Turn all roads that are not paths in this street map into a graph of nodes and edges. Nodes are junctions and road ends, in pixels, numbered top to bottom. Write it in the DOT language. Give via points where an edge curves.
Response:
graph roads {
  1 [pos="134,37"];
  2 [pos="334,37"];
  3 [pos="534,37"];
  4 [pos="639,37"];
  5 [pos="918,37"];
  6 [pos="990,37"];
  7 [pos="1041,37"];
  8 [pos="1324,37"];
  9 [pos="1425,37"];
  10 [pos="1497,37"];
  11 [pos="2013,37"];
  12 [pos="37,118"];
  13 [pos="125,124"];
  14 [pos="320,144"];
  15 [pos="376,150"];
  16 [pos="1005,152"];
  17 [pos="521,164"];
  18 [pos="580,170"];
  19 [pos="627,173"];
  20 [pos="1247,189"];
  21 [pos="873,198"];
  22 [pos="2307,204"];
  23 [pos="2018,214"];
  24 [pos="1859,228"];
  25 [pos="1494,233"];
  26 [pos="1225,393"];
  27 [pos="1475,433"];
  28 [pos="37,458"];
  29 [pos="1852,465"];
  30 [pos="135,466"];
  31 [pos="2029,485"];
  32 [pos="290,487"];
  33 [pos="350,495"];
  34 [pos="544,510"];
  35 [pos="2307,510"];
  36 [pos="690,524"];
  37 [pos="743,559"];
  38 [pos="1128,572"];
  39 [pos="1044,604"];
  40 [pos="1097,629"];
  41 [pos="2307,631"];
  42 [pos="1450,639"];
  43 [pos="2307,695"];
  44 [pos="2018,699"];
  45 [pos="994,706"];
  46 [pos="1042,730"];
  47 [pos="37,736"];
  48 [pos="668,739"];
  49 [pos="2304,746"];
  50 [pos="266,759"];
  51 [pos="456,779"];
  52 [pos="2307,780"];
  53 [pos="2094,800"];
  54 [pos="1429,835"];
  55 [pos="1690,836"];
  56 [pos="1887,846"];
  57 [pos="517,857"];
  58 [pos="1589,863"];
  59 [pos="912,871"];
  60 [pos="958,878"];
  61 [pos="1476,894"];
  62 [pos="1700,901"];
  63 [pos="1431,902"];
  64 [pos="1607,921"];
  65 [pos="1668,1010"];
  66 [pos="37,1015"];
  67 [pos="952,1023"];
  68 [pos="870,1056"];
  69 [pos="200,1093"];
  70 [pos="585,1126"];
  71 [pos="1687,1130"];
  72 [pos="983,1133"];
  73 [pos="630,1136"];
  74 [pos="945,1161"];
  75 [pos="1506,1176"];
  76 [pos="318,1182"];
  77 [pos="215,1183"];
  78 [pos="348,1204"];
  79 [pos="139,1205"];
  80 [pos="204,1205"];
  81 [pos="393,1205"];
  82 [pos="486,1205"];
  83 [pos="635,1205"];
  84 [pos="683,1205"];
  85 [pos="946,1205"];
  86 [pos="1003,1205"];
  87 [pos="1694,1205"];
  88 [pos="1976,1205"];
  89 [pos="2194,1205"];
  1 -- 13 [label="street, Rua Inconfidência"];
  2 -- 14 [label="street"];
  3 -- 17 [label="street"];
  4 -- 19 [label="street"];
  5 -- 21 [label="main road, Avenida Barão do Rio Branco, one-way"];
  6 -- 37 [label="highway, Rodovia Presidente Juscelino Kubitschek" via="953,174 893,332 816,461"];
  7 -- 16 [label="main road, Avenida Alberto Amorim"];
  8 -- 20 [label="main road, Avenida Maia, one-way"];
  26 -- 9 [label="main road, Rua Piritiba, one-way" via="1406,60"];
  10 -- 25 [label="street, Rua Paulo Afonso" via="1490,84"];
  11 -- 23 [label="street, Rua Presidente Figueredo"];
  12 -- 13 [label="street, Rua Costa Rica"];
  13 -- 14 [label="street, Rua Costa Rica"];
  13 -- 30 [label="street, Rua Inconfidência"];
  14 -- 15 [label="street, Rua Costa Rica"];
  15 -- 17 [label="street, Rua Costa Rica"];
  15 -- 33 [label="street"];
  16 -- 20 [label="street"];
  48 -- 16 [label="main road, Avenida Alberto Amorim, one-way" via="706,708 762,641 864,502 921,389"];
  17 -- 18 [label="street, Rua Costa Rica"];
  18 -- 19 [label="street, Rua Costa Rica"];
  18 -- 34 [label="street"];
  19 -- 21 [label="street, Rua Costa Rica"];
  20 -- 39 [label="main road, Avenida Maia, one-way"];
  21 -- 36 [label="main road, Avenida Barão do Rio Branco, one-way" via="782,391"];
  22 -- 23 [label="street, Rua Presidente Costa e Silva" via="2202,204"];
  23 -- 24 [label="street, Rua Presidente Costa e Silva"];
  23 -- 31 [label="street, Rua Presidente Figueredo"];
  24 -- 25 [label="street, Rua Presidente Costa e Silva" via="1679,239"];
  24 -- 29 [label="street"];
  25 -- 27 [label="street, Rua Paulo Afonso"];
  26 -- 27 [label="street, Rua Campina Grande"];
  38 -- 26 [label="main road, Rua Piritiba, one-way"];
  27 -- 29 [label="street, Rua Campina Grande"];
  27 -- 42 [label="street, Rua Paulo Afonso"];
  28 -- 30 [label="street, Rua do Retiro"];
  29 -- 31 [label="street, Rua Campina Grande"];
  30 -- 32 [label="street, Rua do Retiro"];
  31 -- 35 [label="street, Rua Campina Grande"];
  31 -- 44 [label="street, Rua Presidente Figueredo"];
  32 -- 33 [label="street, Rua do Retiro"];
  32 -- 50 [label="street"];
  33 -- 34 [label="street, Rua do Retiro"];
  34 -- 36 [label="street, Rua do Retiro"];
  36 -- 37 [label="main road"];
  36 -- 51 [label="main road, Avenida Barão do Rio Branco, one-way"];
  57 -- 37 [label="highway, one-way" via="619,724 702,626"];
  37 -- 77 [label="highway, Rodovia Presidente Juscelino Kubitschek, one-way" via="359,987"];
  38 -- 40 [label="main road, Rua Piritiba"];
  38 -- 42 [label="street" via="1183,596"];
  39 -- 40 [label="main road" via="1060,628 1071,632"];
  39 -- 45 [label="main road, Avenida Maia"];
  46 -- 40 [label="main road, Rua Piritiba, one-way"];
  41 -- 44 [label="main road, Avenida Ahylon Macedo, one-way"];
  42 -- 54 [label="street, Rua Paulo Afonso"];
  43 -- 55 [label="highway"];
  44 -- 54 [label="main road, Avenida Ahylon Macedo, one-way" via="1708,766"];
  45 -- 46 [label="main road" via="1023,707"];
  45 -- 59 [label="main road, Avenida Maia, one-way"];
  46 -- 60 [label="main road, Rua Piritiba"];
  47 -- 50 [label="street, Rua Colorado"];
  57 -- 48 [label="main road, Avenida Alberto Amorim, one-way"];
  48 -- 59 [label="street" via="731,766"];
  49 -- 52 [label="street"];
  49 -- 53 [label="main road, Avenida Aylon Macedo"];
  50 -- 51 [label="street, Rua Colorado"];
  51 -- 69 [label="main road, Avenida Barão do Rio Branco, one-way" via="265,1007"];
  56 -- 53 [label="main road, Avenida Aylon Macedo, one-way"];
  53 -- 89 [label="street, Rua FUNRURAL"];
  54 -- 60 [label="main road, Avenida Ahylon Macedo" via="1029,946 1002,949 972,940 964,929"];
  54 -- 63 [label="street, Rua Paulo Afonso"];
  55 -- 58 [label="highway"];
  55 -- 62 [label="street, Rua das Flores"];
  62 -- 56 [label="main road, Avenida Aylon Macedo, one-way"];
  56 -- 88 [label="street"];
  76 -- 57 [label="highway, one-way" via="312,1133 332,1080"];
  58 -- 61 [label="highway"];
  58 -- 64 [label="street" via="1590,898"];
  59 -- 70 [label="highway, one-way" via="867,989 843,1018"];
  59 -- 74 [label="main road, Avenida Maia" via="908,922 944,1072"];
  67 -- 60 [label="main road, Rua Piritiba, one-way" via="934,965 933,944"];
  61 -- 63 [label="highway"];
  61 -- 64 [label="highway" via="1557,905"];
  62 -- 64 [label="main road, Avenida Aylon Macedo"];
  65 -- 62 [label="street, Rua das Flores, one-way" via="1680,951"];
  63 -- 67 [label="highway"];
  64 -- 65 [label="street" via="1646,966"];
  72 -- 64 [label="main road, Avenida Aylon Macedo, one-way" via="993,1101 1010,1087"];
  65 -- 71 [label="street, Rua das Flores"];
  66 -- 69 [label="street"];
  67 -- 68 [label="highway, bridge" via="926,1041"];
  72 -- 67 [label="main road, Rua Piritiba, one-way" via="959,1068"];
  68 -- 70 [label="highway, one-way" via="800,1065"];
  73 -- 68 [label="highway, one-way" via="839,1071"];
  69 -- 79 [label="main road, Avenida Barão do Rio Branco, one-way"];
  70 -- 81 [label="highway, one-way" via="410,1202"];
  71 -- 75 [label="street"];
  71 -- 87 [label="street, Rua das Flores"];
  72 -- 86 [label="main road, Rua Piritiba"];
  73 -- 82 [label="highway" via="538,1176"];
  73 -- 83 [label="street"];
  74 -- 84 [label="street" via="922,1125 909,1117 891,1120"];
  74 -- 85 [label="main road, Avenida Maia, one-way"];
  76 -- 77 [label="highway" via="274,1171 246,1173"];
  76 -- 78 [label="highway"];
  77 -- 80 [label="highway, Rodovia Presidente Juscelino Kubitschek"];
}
-=-=-
_DESCRIPTION OF THE TASK_. Every line above that holds the word "Costa" is to be found and copied.

_THE ANSWER_.
  12 -- 13 [label="street, Rua Costa Rica"];
  13 -- 14 [label="street, Rua Costa Rica"];
  14 -- 15 [label="street, Rua Costa Rica"];
  15 -- 17 [label="street, Rua Costa Rica"];
  17 -- 18 [label="street, Rua Costa Rica"];
  18 -- 19 [label="street, Rua Costa Rica"];
  19 -- 21 [label="street, Rua Costa Rica"];
  22 -- 23 [label="street, Rua Presidente Costa e Silva" via="2202,204"];
  23 -- 24 [label="street, Rua Presidente Costa e Silva"];
  24 -- 25 [label="street, Rua Presidente Costa e Silva" via="1679,239"];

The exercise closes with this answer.